In this project, the body was printed on an FDM printer, the print quality is certainly lower than on an SLA printer, but in terms of strength, products made from liquid resins are much inferior to products made from threads. So, I was mentally prepared for the subsequent grinding and polishing. In principle, it turned out well.
This is approximately how the development of hardware took place, I tried to describe all the stages and some of the nuances. If you thought it was time consuming, it is not. The software is what was really time consuming. As before, I make my projects under MySensors, although I admit that I am not as enthusiastic as I used to be.

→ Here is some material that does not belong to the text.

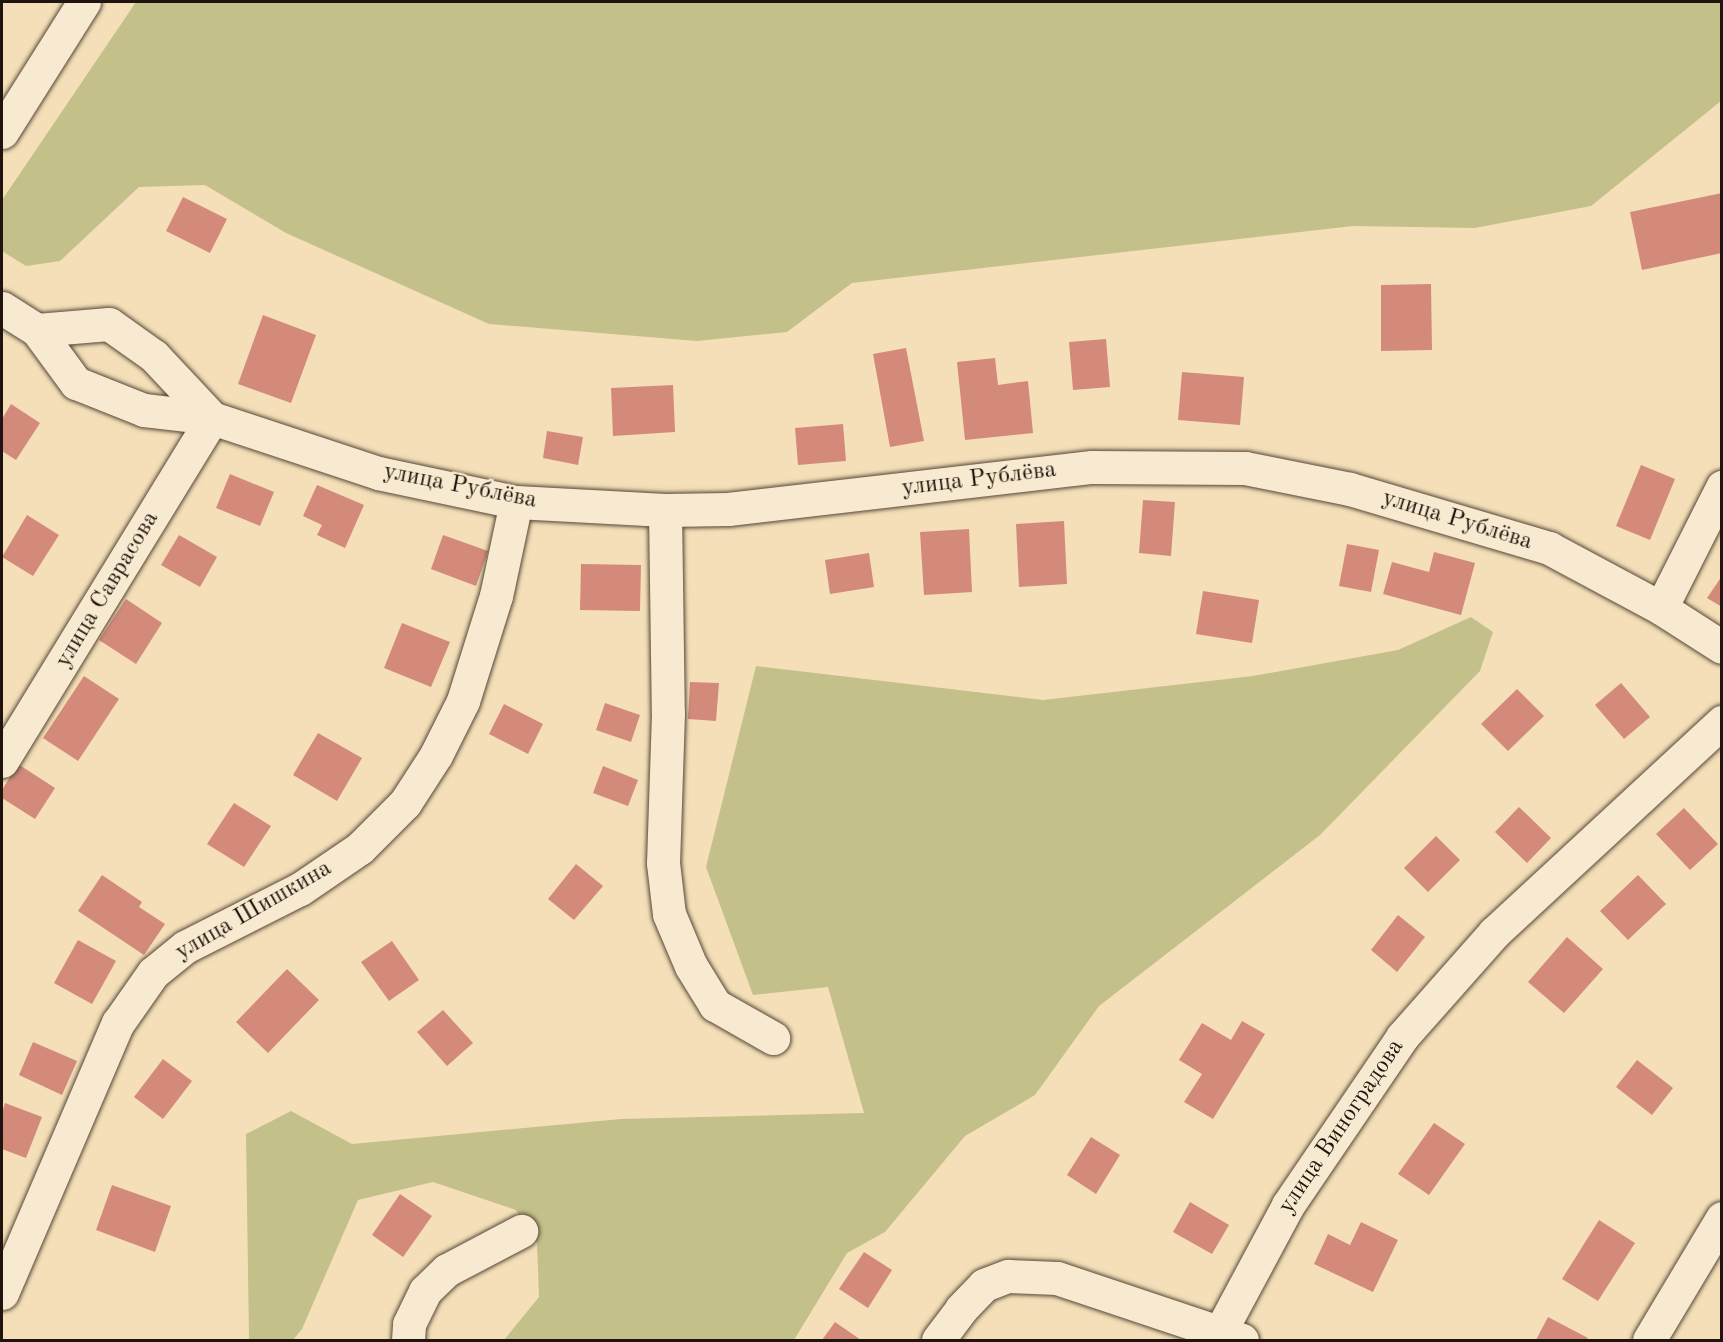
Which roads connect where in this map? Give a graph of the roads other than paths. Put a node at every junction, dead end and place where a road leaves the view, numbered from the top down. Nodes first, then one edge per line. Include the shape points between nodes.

As a result, I was able to fulfill all my requirements for functionality. The device can work with the Smart Home controller. The sensor has support for several languages, color inversion by an external command in the device configuration mode, several font options, which can also be changed by an external command in the device configuration mode. The sensor displays temperature and humidity readings, battery level and signal strength on the screen. The interval for measuring temperature and humidity, the interval for measuring the battery charge level can also be set by an external command. For temperature and humidity in minutes, for battery level in hours. The sensor transmits the following data to the Smart Home system: temperature, humidity, charge level in%, voltage, signal level, reason for reboot.
You can see how it works in my small video:
Timestamps of interesting moments:
3.10 - Configuration (font change, color inversion)
5.10 - Metering consumption, WTD operation
If someone is interested in my developments, then after reading the article I recommend going to the channel and subscribing, where I publish information on new developments first of all.
In sleep mode, the sensor consumes 2μA, WTD reset every 5 seconds, consumption at the time of reset is 4-5μA. In the mode of operation with a screen and a temperature and humidity sensor of 2-3mA, in a transmission mode of 5-8mA, such a range of 3 mA is due to the fact that the sensor itself regulates the transmission power based on the signal level data.